If there was no question of improvements to the property, the problem would be simple. Each person invests whatever amount. Calculate the percentage of each person's investment out of the entire investment, and that's what share each one owns.

Like: A puts in $10,000 for the deposit and pays $5,000 toward the mortgage over the next however many years. B puts in $5,000 toward the deposit but pays $7,000 of the mortgage. C puts in $15,000 but pays only $1,000 of the mortgage payments. So total investments: A - $15,000, B - $12,000, C - $16,000. Total - $43,000. So A's share of the house is 15,000/43,000 = 34.9%. Etc. If you then sell it you pay off any outstanding debt, and then everybody gets their share of what's left.

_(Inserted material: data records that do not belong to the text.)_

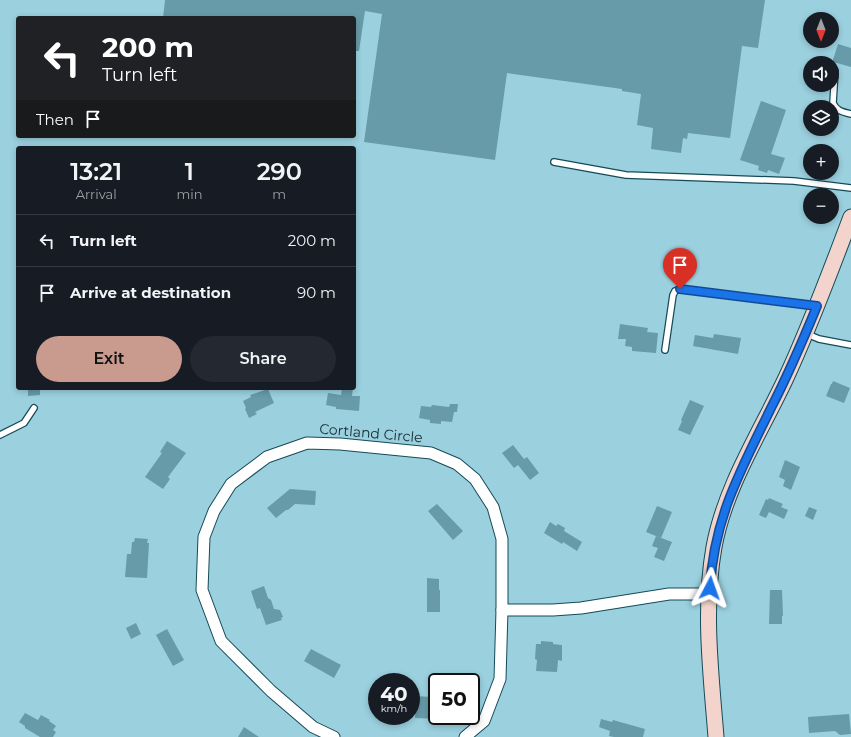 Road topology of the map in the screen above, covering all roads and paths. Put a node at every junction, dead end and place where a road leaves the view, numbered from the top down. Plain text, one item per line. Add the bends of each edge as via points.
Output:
1 (834, 92) edge
2 (851, 114) edge
3 (554, 162) dead end
4 (851, 188) edge
5 (851, 217) edge
6 (817, 306) junction
7 (806, 333) junction
8 (851, 345) edge
9 (665, 350) dead end
10 (34, 408) dead end
11 (0, 435) edge
12 (709, 594) junction
13 (502, 610) junction
14 (334, 737) edge
15 (466, 737) edge
16 (716, 737) edge

1 - 2 lane via 835,108
3 - 4 lane via 626,174 794,181
5 - 6 main road
6 - 7 main road
6 - 9 lane via 680,289 673,295
7 - 8 lane via 819,339
7 - 12 main road via 730,495 714,546
10 - 11 lane via 24,423
12 - 13 street via 669,594 581,608
12 - 16 main road via 710,660
13 - 14 street, Cortland Circle via 502,539 493,507 475,479 457,464 432,453 340,444 307,443 266,457 231,484 214,511 204,537 202,590 221,641 270,691 313,727
13 - 15 street, Cortland Circle via 500,678 484,721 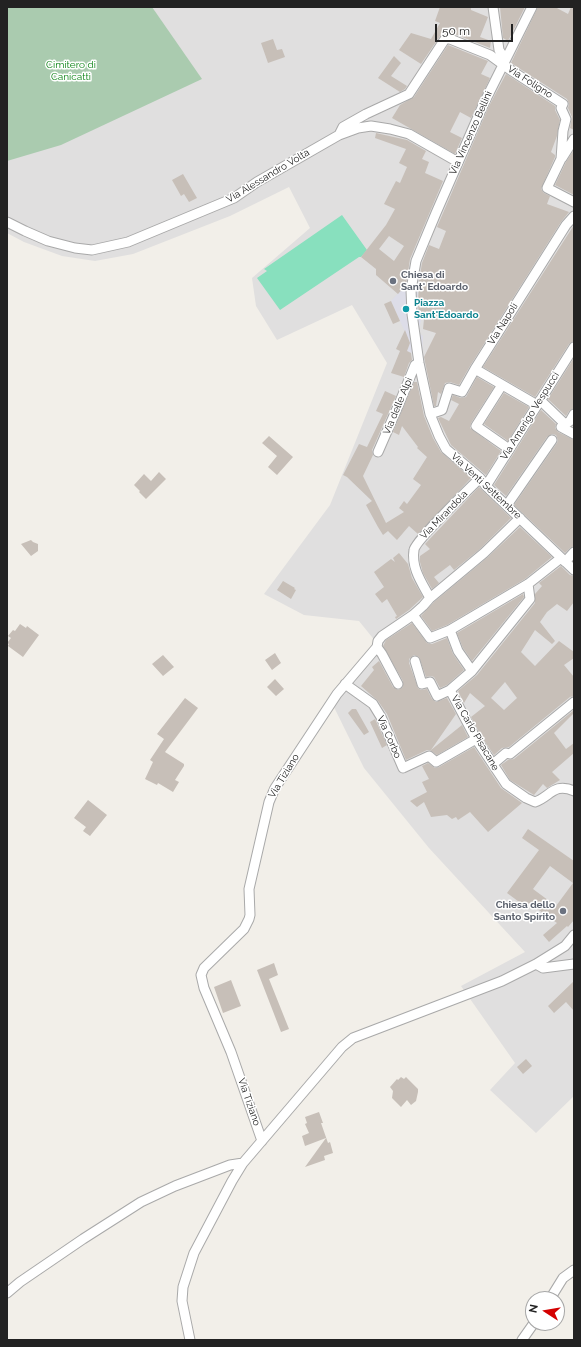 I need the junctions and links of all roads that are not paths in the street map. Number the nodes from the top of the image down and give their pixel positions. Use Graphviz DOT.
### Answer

But once you start making improvements, there is no simple formula. Suppose you put down new flooring in the dining room. You pay $500 for materials and put in 20 hours of labor. Presumably you have now added something more than $500 to your share, but how much more? How much are the hours worth? What if someone damages the house -- puts a hole in the all or something -- and then fixes it. Does the time and effort they put into fixing it add to their investment, or did that just cancel out the damage they did? What if one person does a lot to keep the house in generally good condition in small snippets of time, like cleaning furnace filters and polishing the floors, while another does nothing and lets their share get run down and dirty? It gets very complicated. Theoretically you could come up with a rate at which you value your work -- like say every hour spent maintaining the house is worth $10 or $20 or whatever. But who's going to keep track of it over the course of potentially many years? And what if one person does a small number of big, easily quantifiable jobs, while another does many small, hard-to-count jobs? Like if A mops the floor every week for 2 years, is that worth more or less than B installing 3 ceiling fans, a door, and 2 windows? You could go around and around on this sort of thing.